In the illustration example $Fig. 9$, this graph shows that when $x = x_0$, the value $y(x_0)$ is determined by the mean value of the conditional distribution $p(t|x_0)$, which is represented by the dashed green horizontal line.
The regression function optimizes squared loss expectation by averaging the values of $t$ according to the conditional distribution $p(t|x)$.

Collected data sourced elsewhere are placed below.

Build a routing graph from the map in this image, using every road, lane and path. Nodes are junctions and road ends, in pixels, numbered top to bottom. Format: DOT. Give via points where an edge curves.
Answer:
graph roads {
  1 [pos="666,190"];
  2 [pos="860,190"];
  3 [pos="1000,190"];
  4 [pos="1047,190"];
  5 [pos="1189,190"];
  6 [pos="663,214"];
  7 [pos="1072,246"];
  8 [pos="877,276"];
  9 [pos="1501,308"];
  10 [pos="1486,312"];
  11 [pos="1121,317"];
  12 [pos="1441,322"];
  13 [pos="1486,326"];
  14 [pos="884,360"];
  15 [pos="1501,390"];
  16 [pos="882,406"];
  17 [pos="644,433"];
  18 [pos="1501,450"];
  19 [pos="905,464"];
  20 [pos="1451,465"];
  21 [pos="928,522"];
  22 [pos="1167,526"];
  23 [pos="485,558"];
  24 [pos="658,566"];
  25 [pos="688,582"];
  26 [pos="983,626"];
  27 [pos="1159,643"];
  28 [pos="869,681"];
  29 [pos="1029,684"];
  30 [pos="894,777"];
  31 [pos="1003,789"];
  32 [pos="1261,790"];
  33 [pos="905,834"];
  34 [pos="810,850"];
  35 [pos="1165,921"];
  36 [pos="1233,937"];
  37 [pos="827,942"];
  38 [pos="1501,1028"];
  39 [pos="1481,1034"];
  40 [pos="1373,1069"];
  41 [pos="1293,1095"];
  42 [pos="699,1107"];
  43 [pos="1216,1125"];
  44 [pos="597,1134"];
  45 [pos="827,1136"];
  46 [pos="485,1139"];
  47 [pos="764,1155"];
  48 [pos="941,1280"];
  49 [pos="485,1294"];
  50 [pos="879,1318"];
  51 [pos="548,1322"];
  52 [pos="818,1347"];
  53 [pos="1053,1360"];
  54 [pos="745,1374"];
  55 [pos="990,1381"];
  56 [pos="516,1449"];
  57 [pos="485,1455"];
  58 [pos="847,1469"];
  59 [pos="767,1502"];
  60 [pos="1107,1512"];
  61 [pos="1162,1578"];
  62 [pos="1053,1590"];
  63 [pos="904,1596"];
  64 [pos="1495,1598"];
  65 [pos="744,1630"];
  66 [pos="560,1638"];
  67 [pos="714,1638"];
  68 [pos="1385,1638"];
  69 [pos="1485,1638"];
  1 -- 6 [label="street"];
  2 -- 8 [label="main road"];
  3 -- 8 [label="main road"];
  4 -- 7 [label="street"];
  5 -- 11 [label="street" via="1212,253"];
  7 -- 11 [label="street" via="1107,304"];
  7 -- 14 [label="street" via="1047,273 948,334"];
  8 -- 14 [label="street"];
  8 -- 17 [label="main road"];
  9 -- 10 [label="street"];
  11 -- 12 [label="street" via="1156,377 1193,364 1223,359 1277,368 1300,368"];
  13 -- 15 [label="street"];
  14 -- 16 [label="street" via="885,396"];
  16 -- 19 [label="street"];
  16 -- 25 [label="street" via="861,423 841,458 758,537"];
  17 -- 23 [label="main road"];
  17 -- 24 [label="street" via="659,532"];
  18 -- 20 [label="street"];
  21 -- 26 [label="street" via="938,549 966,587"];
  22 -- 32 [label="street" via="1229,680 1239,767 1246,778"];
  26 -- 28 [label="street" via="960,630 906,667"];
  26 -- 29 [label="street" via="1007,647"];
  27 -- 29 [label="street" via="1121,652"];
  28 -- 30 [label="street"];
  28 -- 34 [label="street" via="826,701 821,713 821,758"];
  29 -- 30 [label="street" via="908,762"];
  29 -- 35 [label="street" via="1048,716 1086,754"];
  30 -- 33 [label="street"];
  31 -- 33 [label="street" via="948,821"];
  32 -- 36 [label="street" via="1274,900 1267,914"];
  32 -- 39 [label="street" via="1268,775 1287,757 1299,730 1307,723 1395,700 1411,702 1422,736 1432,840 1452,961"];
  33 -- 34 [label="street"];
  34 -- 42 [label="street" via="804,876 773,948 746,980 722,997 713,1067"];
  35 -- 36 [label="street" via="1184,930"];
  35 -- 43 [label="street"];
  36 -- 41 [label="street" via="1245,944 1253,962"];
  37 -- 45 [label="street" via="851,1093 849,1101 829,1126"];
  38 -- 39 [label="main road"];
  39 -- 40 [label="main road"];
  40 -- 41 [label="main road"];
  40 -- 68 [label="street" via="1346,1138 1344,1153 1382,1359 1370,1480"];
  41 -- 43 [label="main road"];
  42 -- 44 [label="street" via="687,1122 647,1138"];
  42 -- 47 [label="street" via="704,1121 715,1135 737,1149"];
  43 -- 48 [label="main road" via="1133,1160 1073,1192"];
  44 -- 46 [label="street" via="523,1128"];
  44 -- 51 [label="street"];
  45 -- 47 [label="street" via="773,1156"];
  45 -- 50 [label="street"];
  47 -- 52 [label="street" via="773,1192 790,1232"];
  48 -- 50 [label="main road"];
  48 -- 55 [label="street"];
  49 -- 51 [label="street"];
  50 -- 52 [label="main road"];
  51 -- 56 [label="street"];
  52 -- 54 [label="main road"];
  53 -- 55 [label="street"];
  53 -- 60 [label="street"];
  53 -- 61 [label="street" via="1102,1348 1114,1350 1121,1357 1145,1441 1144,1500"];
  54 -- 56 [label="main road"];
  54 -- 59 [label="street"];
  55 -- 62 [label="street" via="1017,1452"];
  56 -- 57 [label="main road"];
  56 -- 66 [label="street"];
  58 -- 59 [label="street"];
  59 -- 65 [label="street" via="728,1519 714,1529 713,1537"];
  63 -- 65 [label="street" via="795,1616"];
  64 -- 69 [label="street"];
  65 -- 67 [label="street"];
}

The decision-making process involves predicting the actual value $y(x)$ corresponding to the output $t$ of the input variable $x$. The expected loss function over all the random variables $x$ and $t$:

$$ \mathbb{E}[L] = \iint L(t, y(x))p(x, t) , dx , dt $$

In the specific case of squared loss:

$$ \mathbb{E}[L] = \iint {y(x) - t}^2 p(x, t) , dx , dt $$

Solving the differential equation to minimize $\mathbb{E}[L]$, we get:

$$ y(x) = \frac{\int t p(x, t) , dt}{p(x)} = E_t[t|x] $$

This shows that the regression function $y(x)$ is the conditional mean of $t$ given $x$.

Minkowski loss function

Squared loss is not the only choice for regression problems. A generalized case of squared loss is called Minkowski loss, with the expectation given by:

$$ \mathbb{E}[L_q] = \iint |y(x) - t|^q p(x, t) , dx , dt $$

This loss function shrinks to squared loss when $q = 2$, and the minimum value of $\mathbb{E}[L_q]$ is given by the conditional mean when $q = 2$, the conditional median when $q = 1$, and the conditional mode when $q \to 0$.

Approaches for regression

$(a)$ Solve the inference problem to determine the joint density $p(x, t)$, then normalize to find the conditional density $p(t|x)$, and finally compute the conditional expectation using the formula:

$$ y(x) = E_t[t|x] $$

$(b)$ Solve the inference problem to find the conditional density $p(t|x)$, then integrate to find the conditional expectation.
$(c)$ Directly find the regression function $y(x)$ from the training data.

Each approach has its own advantages and disadvantages, depending on the complexity of the specific problem.